Fall is pumpkin season in the Northern Hemisphere (Credit: Rodney Campbell/ CC BY 2.0/ commons.wikimedia.org

Every fall, families across the Northern Hemisphere rush to pumpkin patches in search of the perfect gourds. Some use them to carve out scary jack-o'-lanterns. Others place the fruits outside their homes as decor. But the fascination with pumpkins ends after Halloween, and most end up in the trash.
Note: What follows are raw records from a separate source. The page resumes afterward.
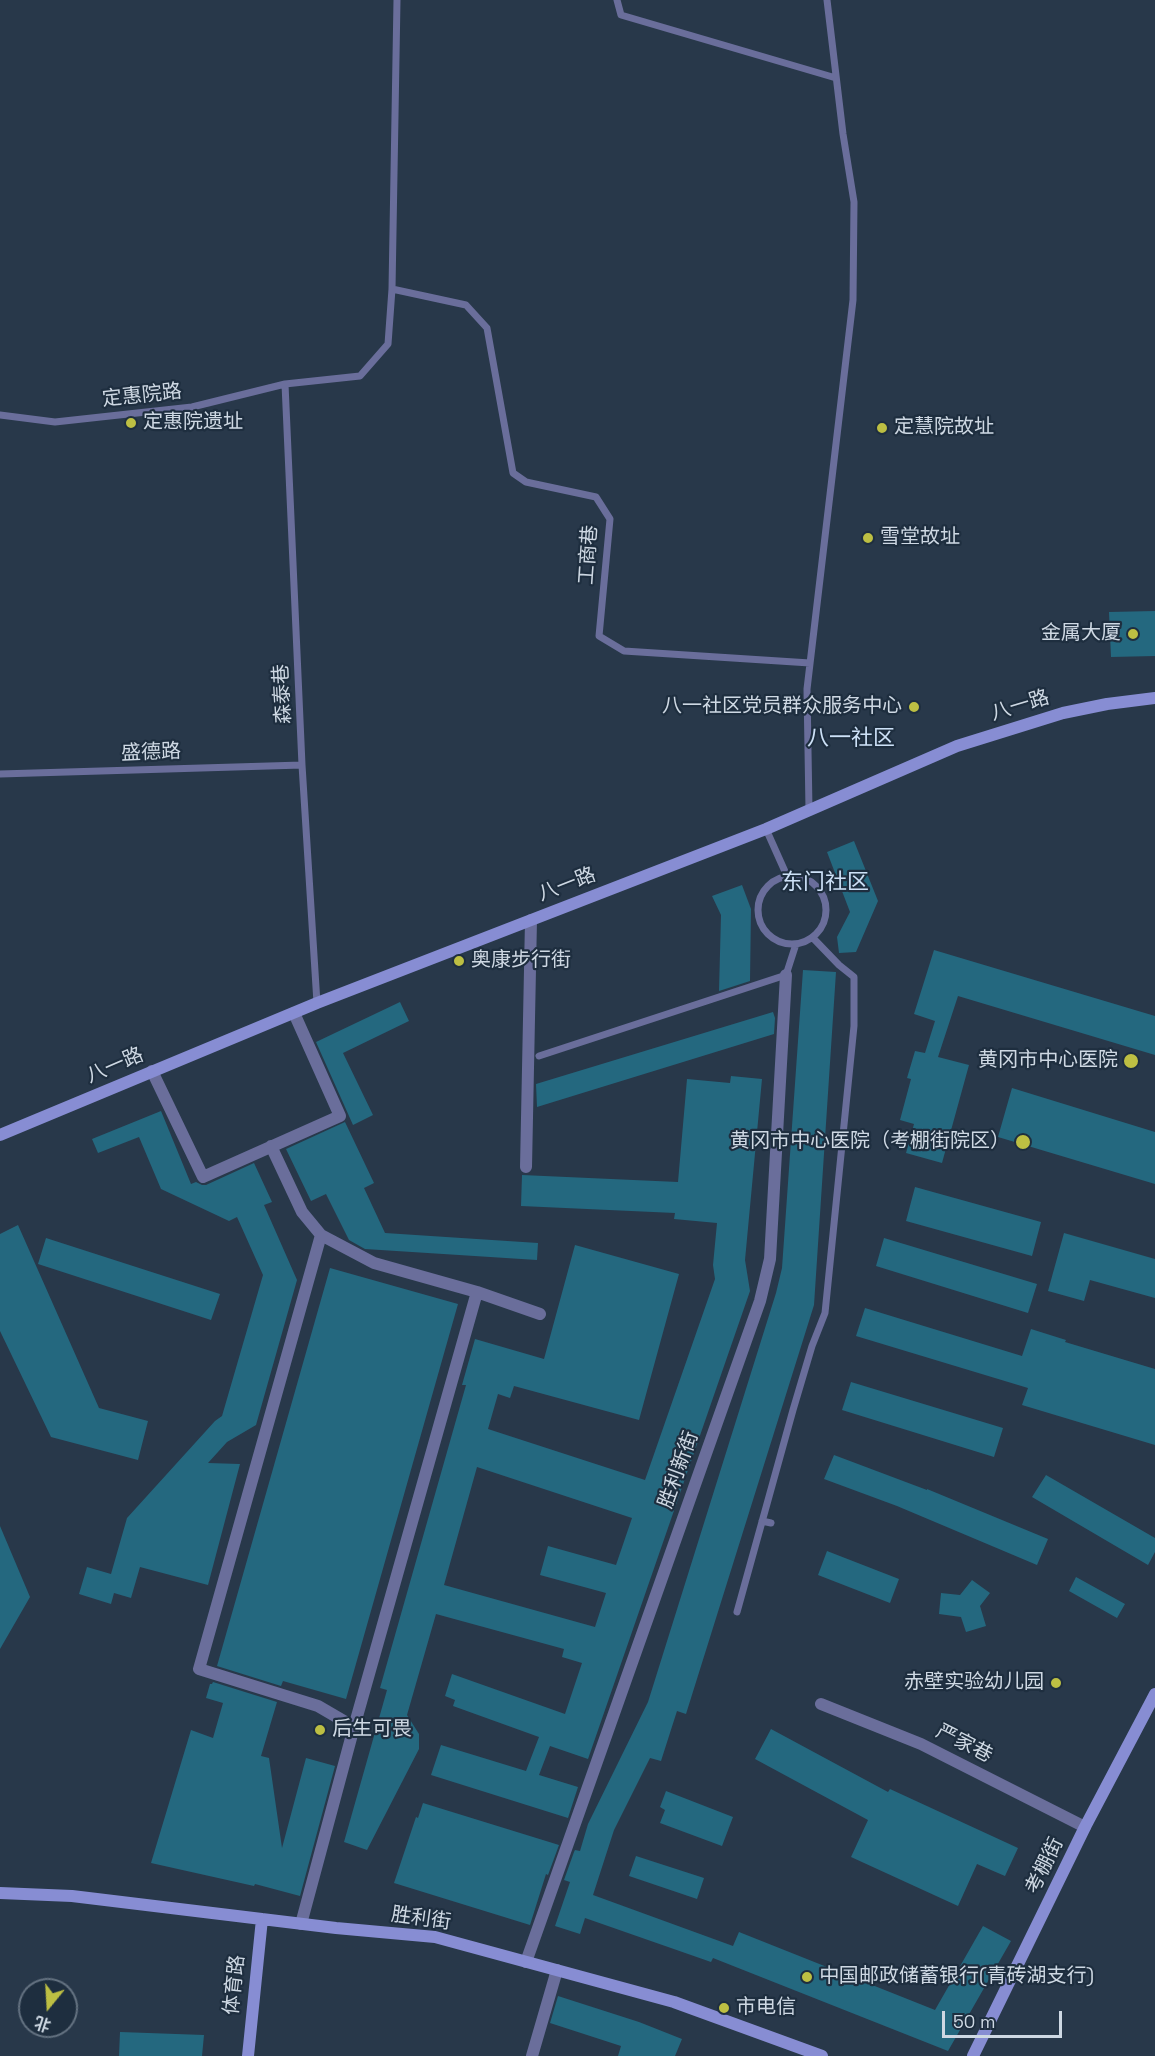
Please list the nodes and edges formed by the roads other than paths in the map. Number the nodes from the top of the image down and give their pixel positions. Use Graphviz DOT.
graph roads {
  1 [pos="397,0"];
  2 [pos="617,0"];
  3 [pos="827,0"];
  4 [pos="836,78"];
  5 [pos="392,289"];
  6 [pos="285,384"];
  7 [pos="0,415"];
  8 [pos="810,663"];
  9 [pos="1155,698"];
  10 [pos="302,765"];
  11 [pos="0,774"];
  12 [pos="809,810"];
  13 [pos="766,829"];
  14 [pos="787,876"];
  15 [pos="531,920"];
  16 [pos="813,938"];
  17 [pos="796,944"];
  18 [pos="786,975"];
  19 [pos="317,1003"];
  20 [pos="294,1013"];
  21 [pos="539,1056"];
  22 [pos="152,1071"];
  23 [pos="0,1135"];
  24 [pos="271,1146"];
  25 [pos="526,1167"];
  26 [pos="321,1235"];
  27 [pos="477,1292"];
  28 [pos="540,1314"];
  29 [pos="762,1521"];
  30 [pos="771,1523"];
  31 [pos="737,1612"];
  32 [pos="1154,1701"];
  33 [pos="821,1704"];
  34 [pos="354,1727"];
  35 [pos="1085,1827"];
  36 [pos="0,1893"];
  37 [pos="262,1919"];
  38 [pos="301,1924"];
  39 [pos="526,1962"];
  40 [pos="557,1970"];
  41 [pos="248,2056"];
  42 [pos="532,2056"];
  43 [pos="822,2056"];
  44 [pos="973,2056"];
  1 -- 5 [label="lane, 定惠院路"];
  2 -- 4 [label="lane"];
  3 -- 4 [label="lane"];
  4 -- 8 [label="lane"];
  5 -- 6 [label="lane, 定惠院路"];
  5 -- 8 [label="lane, 工商巷"];
  6 -- 7 [label="lane, 定惠院路"];
  6 -- 10 [label="lane, 森泰巷"];
  8 -- 12 [label="lane"];
  9 -- 12 [label="street, 八一路"];
  10 -- 11 [label="lane, 盛德路"];
  10 -- 19 [label="lane, 森泰巷"];
  12 -- 13 [label="street, 八一路"];
  13 -- 14 [label="lane"];
  13 -- 15 [label="street, 八一路"];
  14 -- 16 [label="lane"];
  14 -- 17 [label="lane"];
  15 -- 19 [label="street, 八一路"];
  15 -- 25 [label="street"];
  16 -- 17 [label="lane"];
  16 -- 29 [label="lane"];
  17 -- 18 [label="lane"];
  18 -- 21 [label="lane"];
  18 -- 39 [label="street, 胜利新街"];
  19 -- 20 [label="street, 八一路"];
  20 -- 22 [label="street, 八一路"];
  20 -- 24 [label="street"];
  22 -- 23 [label="street, 八一路"];
  22 -- 24 [label="street"];
  24 -- 26 [label="street"];
  26 -- 27 [label="street"];
  26 -- 34 [label="street"];
  27 -- 28 [label="street"];
  27 -- 34 [label="street"];
  29 -- 30 [label="lane"];
  29 -- 31 [label="lane"];
  32 -- 35 [label="street, 考棚街"];
  33 -- 35 [label="street, 严家巷"];
  34 -- 38 [label="street"];
  35 -- 44 [label="street, 考棚街"];
  36 -- 37 [label="street, 胜利街"];
  37 -- 38 [label="street, 胜利街"];
  37 -- 41 [label="street, 体育路"];
  38 -- 39 [label="street, 胜利街"];
  39 -- 40 [label="street, 胜利街"];
  40 -- 42 [label="street"];
  40 -- 43 [label="street, 胜利街"];
}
London-based non-profit Hubbub estimates that in Britain, about 22 million of 39.9 million pumpkins bought this Halloween will go to waste. In the US, about two billion pounds of pumpkins end up in landfills annually. In addition to the massive amount of food waste generated, the rotting fruit also emits large amounts of methane. The greenhouse gas is about 25 percent stronger than carbon dioxide. It is a big contributor to climate change.

Pumpkin waste is easy to eliminate (Credit: Hubbub.UK.org)

Fortunately, this pollution problem has an easy fix. If you used the fruits for decor, extract the edible portions. Roasted pumpkin seeds make a nutritious snack. The flesh can be used to create a delicious soup, a tasty puree, or a lip-smacking pie.

Drop off your sagging jack-o'-lanterns or hollowed-out pumpkins at a local compost collection center. Better still, seek out an organized pumpkin-smashing event and have fun tossing yours on the ground. The remains will be collected and composted once the event is over.

You can also fill pumpkin shells with grains and leave them in the yard or hanging from a tree. The birds, squirrels, and other garden critters will thank you for the treat. If your pumpkin is too far gone to salvage, bury the gourd in your backyard. It will naturally decompose while enriching the soil.